Home Ads

Senin, 06 Juli 2020

Resensi Buku Sekolah Itu Candu, Roem Topatimasang

Judul: Sekolah Itu Candu
Penulis: Roem Topatimasang
Penerbit: Insist Press
Tahun terbit: Maret 2018 (Cetakan ke-13)
Genre: Nonfiksi
Peresensi: Khalimatu Nisa

“Masihkah pantas sekolah mengakui diri sebagai pemeran tunggal yang mencerdaskan dan memanusiakan seseorang?”
Gugatan itu terpampang di sampul belakang buku yang sekilas tampak biasa-biasa saja ini. Melihat tampilan cover-nya yang sederhana, calon pembaca boleh jadi merasa kurang tertarik. Namun sesungguhnya potret dari depan pintu ruang kelas sekolah dasar yang memberi kesan ‘mengintip’ itu mengisyaratkan bahwa buku ini sedang mengawasi serta mengkritisi bagaimana sistem sekolah bekerja dari luar.

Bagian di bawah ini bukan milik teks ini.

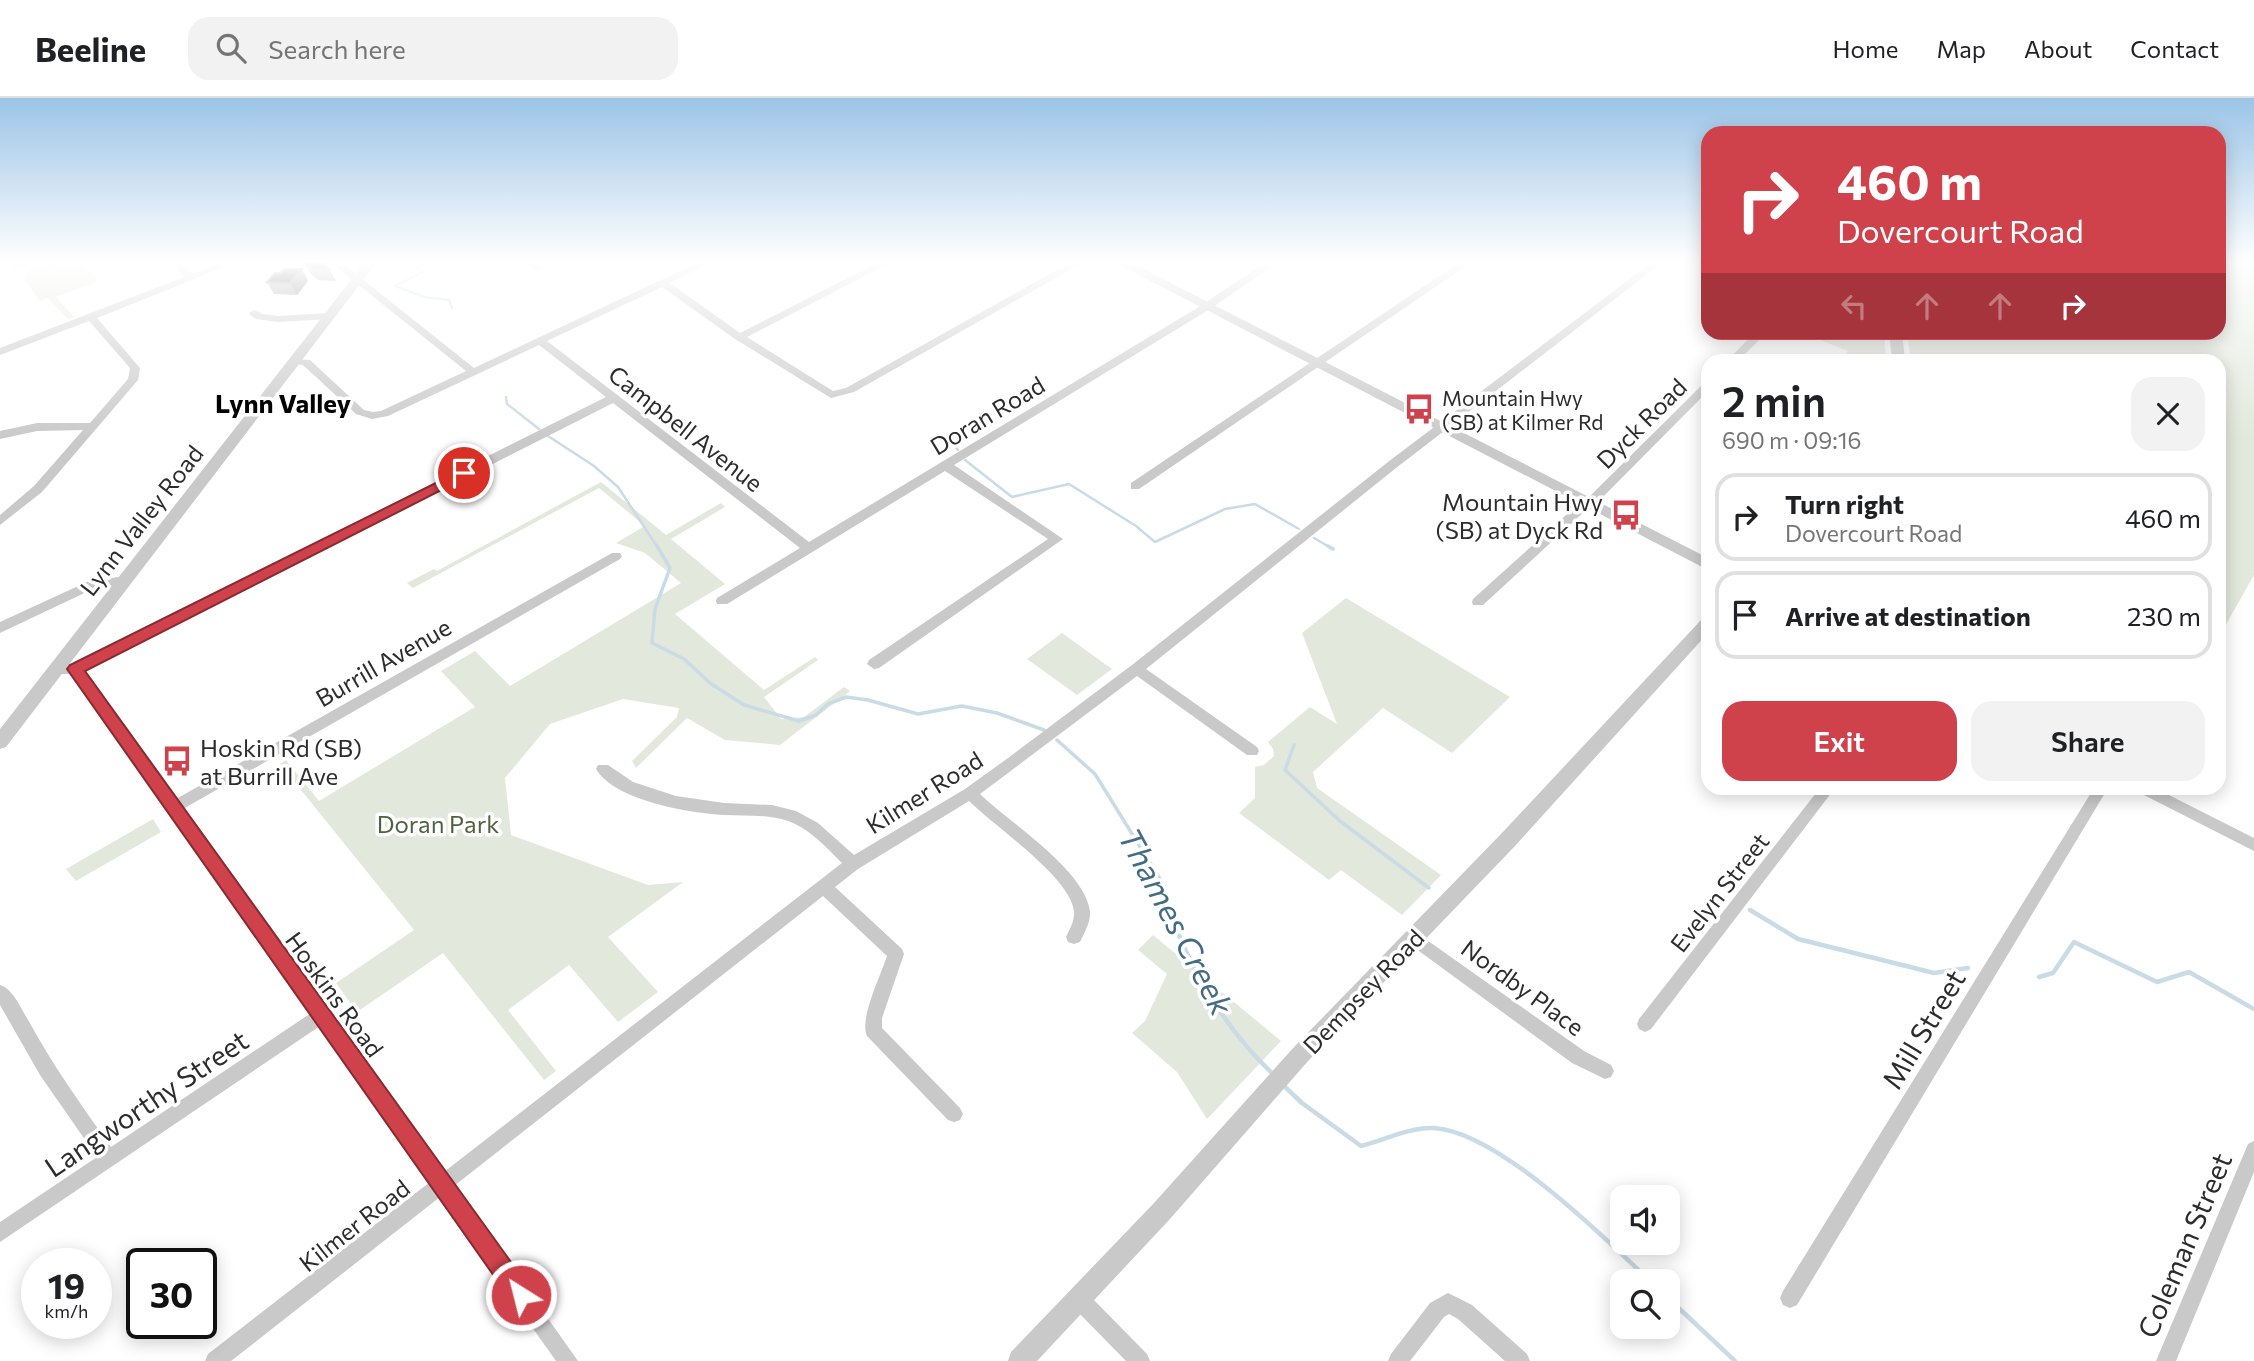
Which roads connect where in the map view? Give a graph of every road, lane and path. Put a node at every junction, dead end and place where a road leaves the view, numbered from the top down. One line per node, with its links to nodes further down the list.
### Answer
1 (81, 321): 16 (street)
2 (94, 321): 23 (street)
3 (326, 321): 18 (street, Lynn Valley Road)
4 (409, 321): 20 (street)
5 (583, 321): 15 (street)
6 (716, 321): 13 (street)
7 (771, 321): 13 (street)
8 (974, 321): 13 (street)
9 (1183, 321): 26 (street, Doran Road)
10 (1233, 321): 19 (street)
11 (1380, 321): 19 (street)
12 (1581, 321): 24 (street, Kilmer Road)
13 (739, 337)
14 (1754, 340): 17 (street)
15 (540, 341): 20 (street); 22 (street, Campbell Avenue)
16 (0, 352)
17 (1739, 354)
18 (295, 361): 20 (street); 33 (street, Lynn Valley Road)
19 (1317, 364): 24 (street); 27 (street)
20 (473, 372)
21 (1701, 392): 28 (street, Dyck Road)
22 (613, 398): 30 (street, Campbell Avenue); 40 (street)
23 (94, 426): 25 (street); 29 (street)
24 (1442, 427): 28 (street); 41 (street, Kilmer Road)
25 (0, 435)
26 (944, 465): 30 (street, Doran Road); 38 (street)
27 (1135, 486)
28 (1589, 504): 32 (street); 35 (street, Dyck Road)
29 (0, 521)
30 (808, 548): 34 (street, Doran Road)
31 (616, 556): 49 (street, Burrill Avenue)
32 (1701, 561)
33 (126, 580): 36 (street); 39 (street, Lynn Valley Road)
34 (722, 601)
35 (1478, 602)
36 (0, 628)
37 (1701, 631): 54 (street, Dempsey Road)
38 (874, 664)
39 (56, 669): 40 (street); 42 (street, Lynn Valley Road)
40 (75, 669): 49 (street, Hoskins Road)
41 (1137, 669): 43 (street); 45 (street, Kilmer Road)
42 (0, 742)
43 (1252, 751)
44 (603, 769): 51 (street)
45 (970, 793): 51 (street, Kilmer Road); 53 (street)
46 (1823, 795): 57 (street, Evelyn Street)
47 (2097, 795): 64 (street, Mill Street)
48 (2157, 795): 50 (street)
49 (173, 808): 56 (street, Hoskins Road)
50 (2254, 845)
51 (853, 864): 52 (street, Kilmer Road)
52 (824, 887): 59 (street); 62 (street, Kilmer Road)
53 (1074, 937)
54 (1414, 938): 58 (street, Nordby Place); 65 (street, Dempsey Road)
55 (0, 992): 61 (street)
56 (321, 1016): 61 (street, Langworthy Street); 62 (street, Hoskins Road)
57 (1645, 1024)
58 (1605, 1071)
59 (954, 1114)
60 (2254, 1150): 72 (street, Coleman Street)
61 (109, 1159): 63 (street, Langworthy Street)
62 (443, 1185): 66 (street, Kilmer Road); 67 (street, Hoskins Road)
63 (0, 1233)
64 (1790, 1298)
65 (1079, 1299): 68 (street, Dempsey Road); 69 (street)
66 (215, 1361)
67 (568, 1361)
68 (1020, 1361)
69 (1140, 1361)
70 (1398, 1361): 71 (street)
71 (1520, 1361)
72 (2166, 1361)

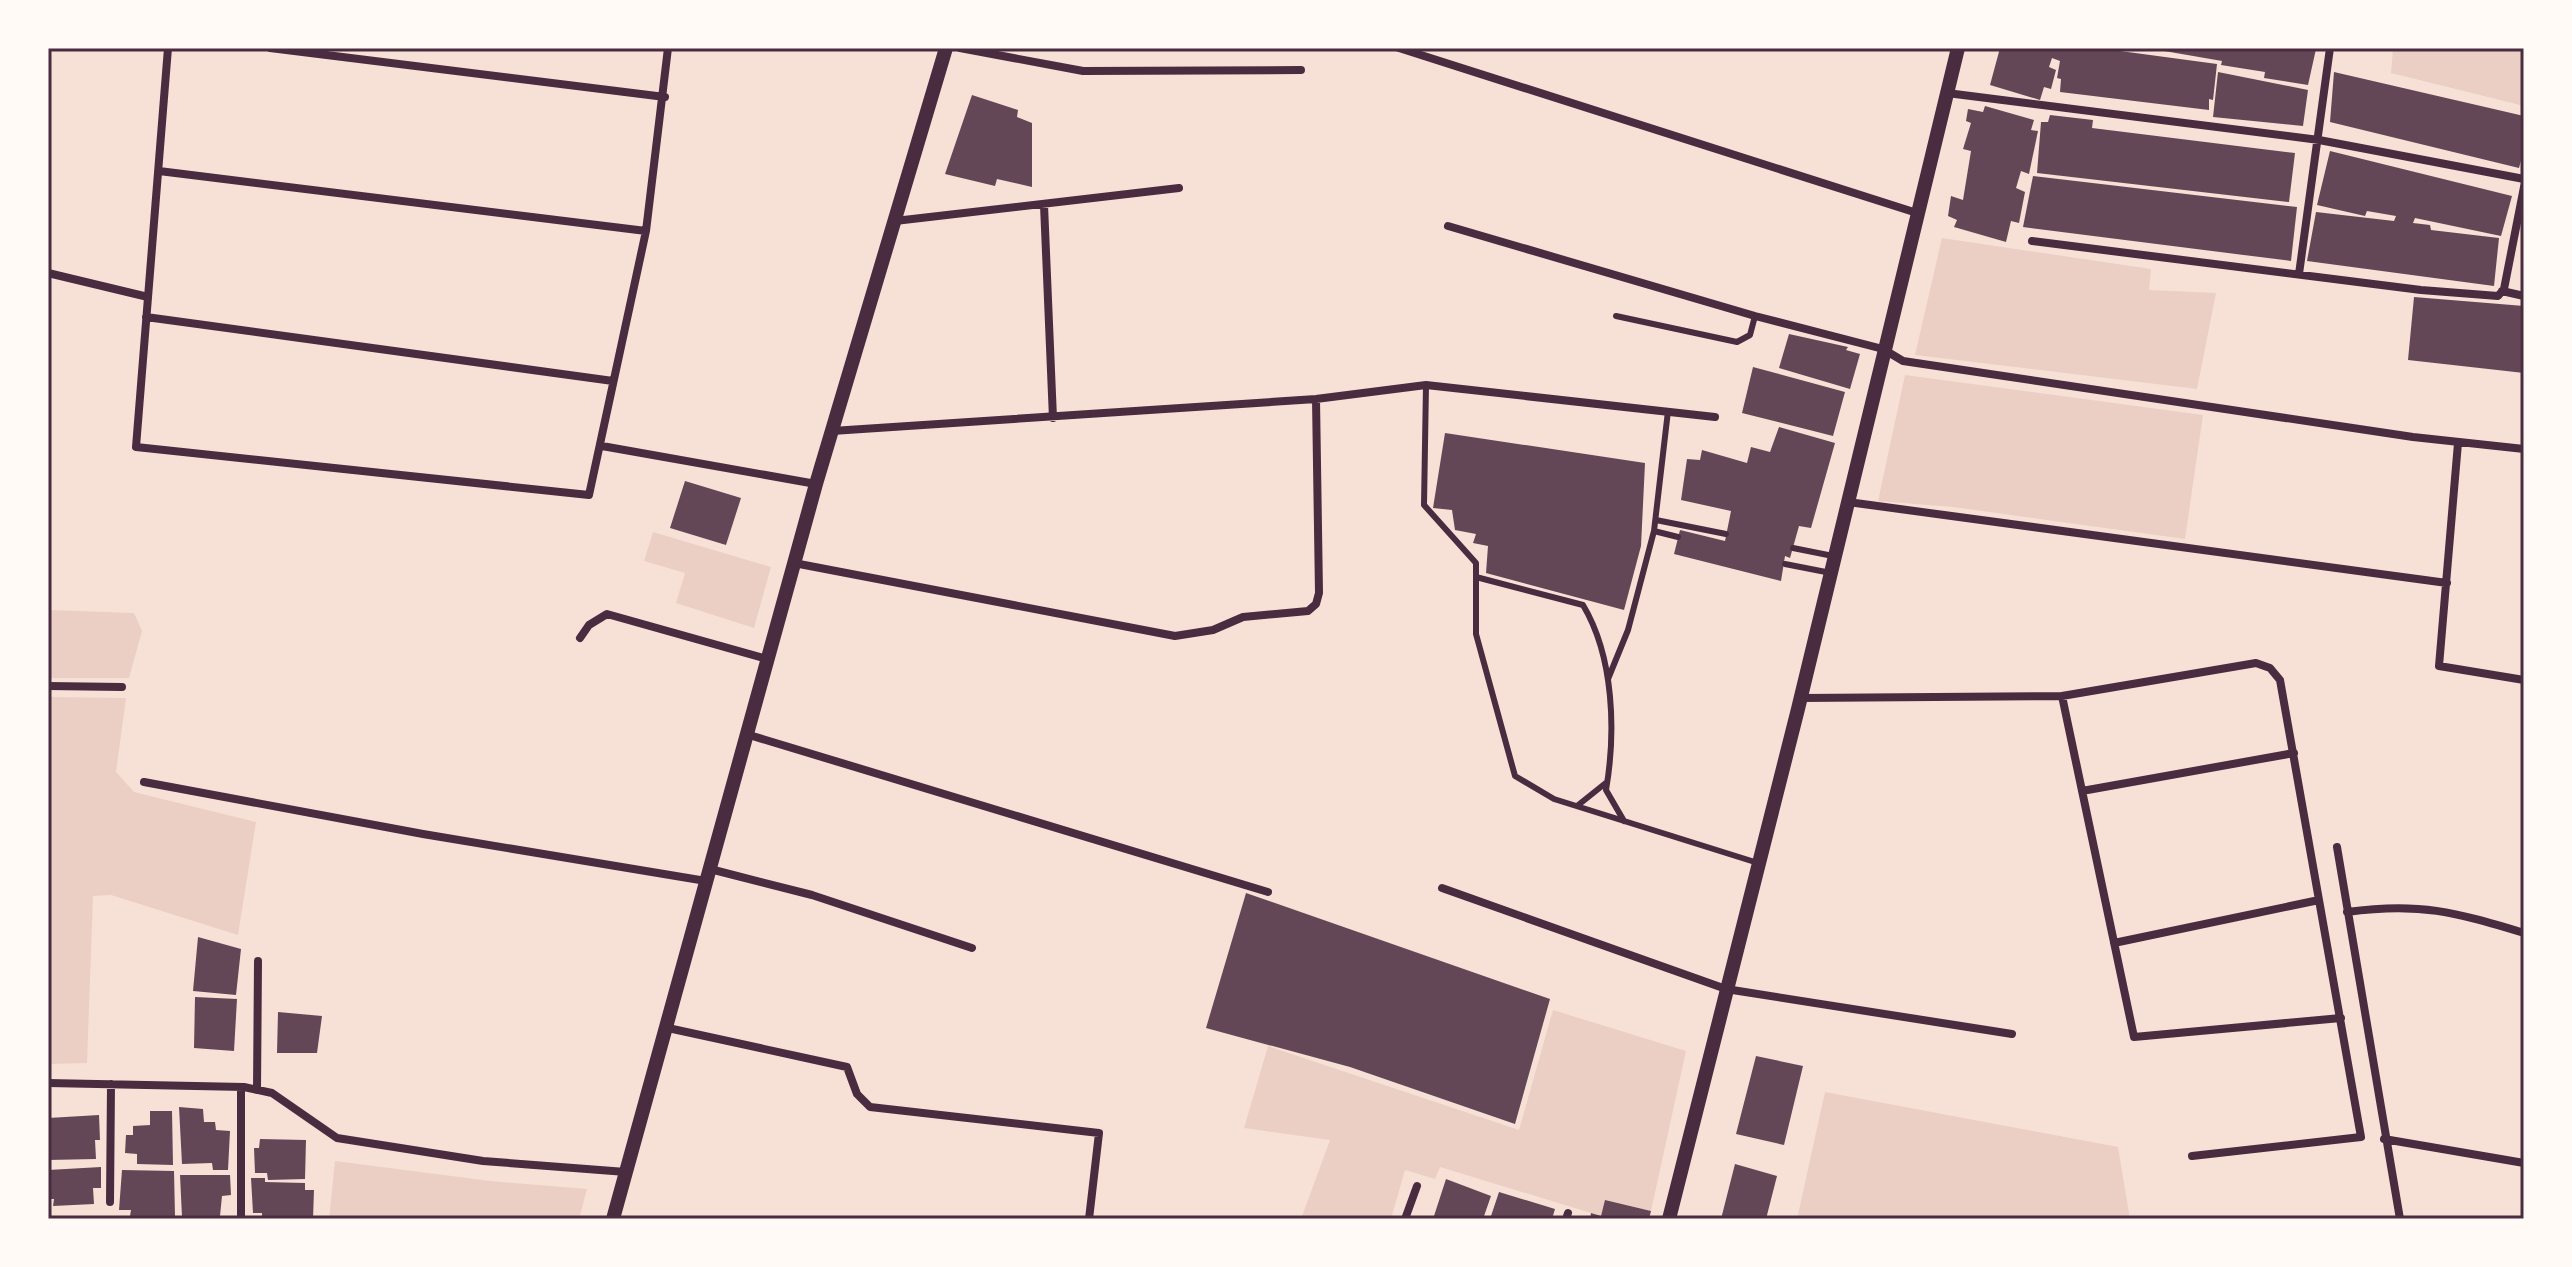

Buku yang pertama diterbitkan pada 1998 ini berisi empat belas esai Roem Topatimasang (Pak Roem) yang ditulis sejak 1970-an hingga awal 2000-an. Dikerangkai dengan istilah “candu” naskah ini memandang institusi sekolah sama halnya dengan bagaimana Karl Marx mendefinisikan agama. Bukan candu dalam arti membuat ketagihan tapi lebih kepada ilusi yang diciptakan untuk “kebaikan” umat manusia.

Menyitir Carl Gustav Jung, Pak Roem juga menyebut sekolah telah menjelma sebagai ketidaksadaran kolektif. Sekolah memang telah terinternalisasi sedemikian rupa dalam bagian keseharian kita, melalui suatu proses sejarah yang panjang dan lama, yang sedemikian berpengaruh terhadap kehidupan perseorangan dan perkauman kita (hlm 96). Sehingga, sekolah kerap kali dijadikan sebagai tolak ukur kebenaran. Mereka yang gagal menjalani proses sekolah dianggap salah, bahkan kalah.
Berangkat dari argumen besar itu, lewat esai-esainya Pak Roem membongkar aneka macam kesalahkaprahan yang terjadi di dunia sekolah. Lewat esai pembuka bertajuk “Sekolah: dari Athena ke Cuernavaca” ia menelusuri akar makna harfiah “sekolah” hingga perkembangannya di masa kini. Kata sekolah bisa dilacak dari tradisi Yunani Kuno yang mengartikan skhole, scola, scolae, atau schola sebagai ‘waktu luang’ atau ‘waktu senggang’. Konon kaum pria dewasa Yunani Kuno biasa mengisi waktu luang mereka dengan mengunjungi suatu tempat atau seorang pandai tertentu untuk mempertanyakan dan mempelajari hal-ihwal yang mereka rasakan memang perlu dan butuh untuk mereka ketahui. (hlm 6) 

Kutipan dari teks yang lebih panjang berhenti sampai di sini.